Her sene şu birkaç günde o anıldı…
Salonlar dolup boşaldı…
Söyleşiler, paneller, anılar, konferanslar, törenler…
Söylenmedik söz kalmadı…
*
Onu sevenler her sene bugün toplanıp ağladılar…
İçleri yandı…
Dizlerine vurdular…
*
Ama dönün bakın…
Korktuğu o karşıdevrim gerçekleşti… Mücadele ettiği şeriatçı kafa Türkiye’yi yönetiyor… Üzerine titrediği hukuk devleti yerle bir…

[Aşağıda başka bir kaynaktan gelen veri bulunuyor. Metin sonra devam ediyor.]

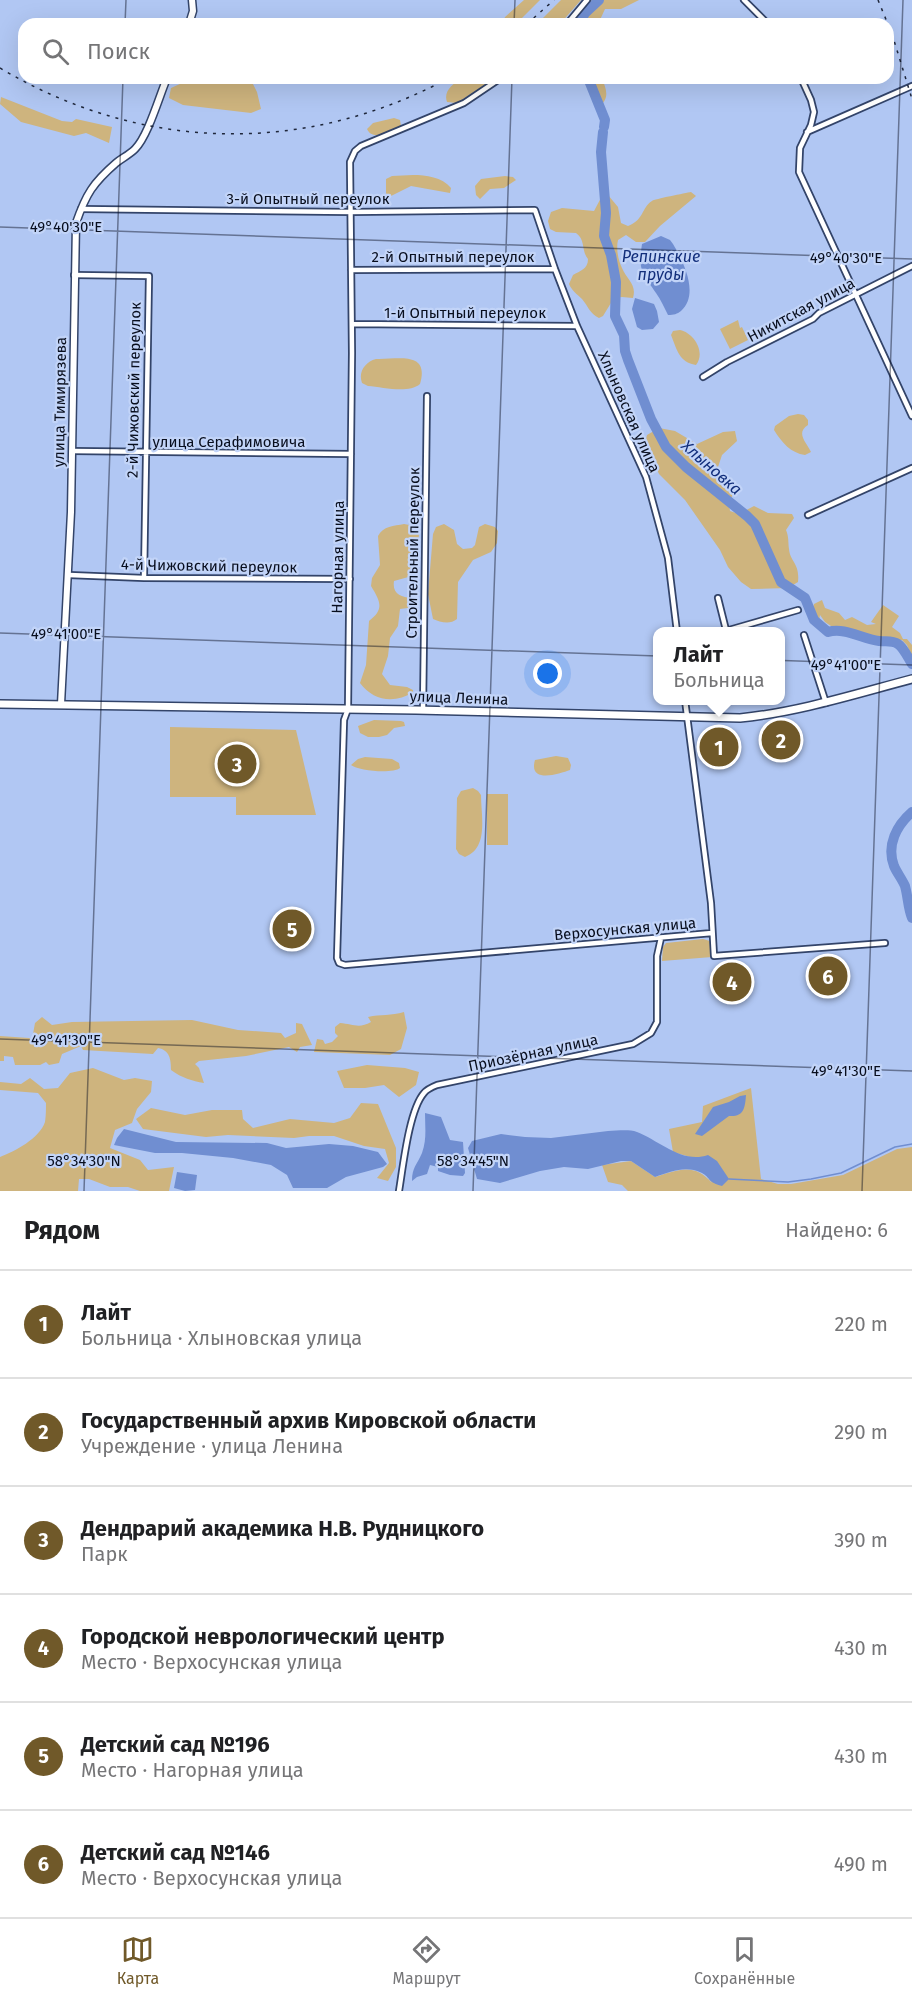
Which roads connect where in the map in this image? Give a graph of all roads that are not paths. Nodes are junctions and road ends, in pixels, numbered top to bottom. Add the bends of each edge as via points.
1 (192, 0) edge
2 (587, 0) edge
3 (744, 0) edge
4 (191, 18) edge
5 (572, 18) edge
6 (762, 18) edge
7 (165, 84) edge
8 (492, 84) edge
9 (804, 84) edge
10 (912, 86) edge
11 (807, 132) junction
12 (81, 209) junction
13 (535, 210) joint
14 (351, 212) junction
15 (912, 266) edge
16 (555, 269) junction
17 (351, 270) junction
18 (75, 275) junction
19 (856, 294) junction
20 (352, 324) junction
21 (577, 326) junction
22 (704, 377) dead end
23 (427, 396) dead end
24 (912, 416) edge
25 (72, 451) junction
26 (145, 453) junction
27 (351, 454) junction
28 (912, 468) edge
29 (808, 515) dead end
30 (69, 575) junction
31 (144, 578) junction
32 (350, 579) junction
33 (718, 598) dead end
34 (798, 610) dead end
35 (676, 627) edge
36 (723, 627) edge
37 (738, 627) edge
38 (804, 635) dead end
39 (910, 679) edge
40 (826, 703) junction
41 (0, 704) edge
42 (61, 704) junction
43 (686, 705) edge
44 (348, 709) junction
45 (423, 710) junction
46 (687, 718) junction
47 (712, 933) junction
48 (661, 938) junction
49 (885, 943) dead end
50 (345, 965) joint
51 (399, 1191) edge

1 - 4 main road
2 - 5 street
3 - 6 street
7 - 12 main road, улица Тимирязева via 134,150 94,184
8 - 14 street, Нагорная улица via 464,103 358,148 350,162
9 - 11 street via 813,106
10 - 11 street
11 - 19 street via 798,156 799,172
12 - 14 street, 3-й Опытный переулок
12 - 18 main road, улица Тимирязева via 76,223
13 - 14 street, 3-й Опытный переулок
13 - 16 street, Хлыновская улица
14 - 17 street, Нагорная улица
15 - 19 street, Никитская улица
16 - 17 street, 2-й Опытный переулок
16 - 21 street, Хлыновская улица
17 - 20 street, Нагорная улица
18 - 25 main road, улица Тимирязева
18 - 26 street, 2-й Чижовский переулок via 148,276
19 - 22 street, Никитская улица
19 - 24 street
20 - 21 street, 1-й Опытный переулок
20 - 27 street, Нагорная улица
21 - 35 street, Хлыновская улица via 648,484 668,558
23 - 45 street, Строительный переулок
25 - 26 street, улица Серафимовича
25 - 30 main road, улица Тимирязева
26 - 27 street, улица Серафимовича
26 - 31 street, 2-й Чижовский переулок
27 - 32 street, Нагорная улица
28 - 29 street
30 - 31 street, 4-й Чижовский переулок
30 - 42 main road, улица Тимирязева
31 - 32 street, 4-й Чижовский переулок
32 - 44 street, Нагорная улица
33 - 36 street
34 - 37 street
38 - 40 street
39 - 40 main road, улица Ленина
40 - 46 main road, улица Ленина via 774,715
41 - 42 main road, улица Ленина
42 - 44 main road, улица Ленина
43 - 46 street
44 - 45 main road, улица Ленина
44 - 50 street, Нагорная улица via 344,720 337,958
45 - 46 main road, улица Ленина
46 - 47 street
47 - 48 street, Верхосунская улица
47 - 49 street, Верхосунская улица via 714,956
48 - 50 street, Верхосунская улица
48 - 51 street, Приозёрная улица via 657,956 657,1022 651,1033 633,1044 430,1088 417,1106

Ve uğruna canını verdiği cumhuriyet bataklık içinde…
İnsanın içi yanar…
*
Niçin?..
Neden kör talih?..
*
Çünkü onun adını en çok kullananlar, o düzenlenen tiyatromsu törenler, o sayfalardaki göstermelik hüzün, o yapmacık konuşmalar…
Salonlardan dışarı çıkmadı…
Beton duvarlara sinip kaldı…
“Uğur Mumcu demişti”den öte gitmeyen bir boşluktu hepsi…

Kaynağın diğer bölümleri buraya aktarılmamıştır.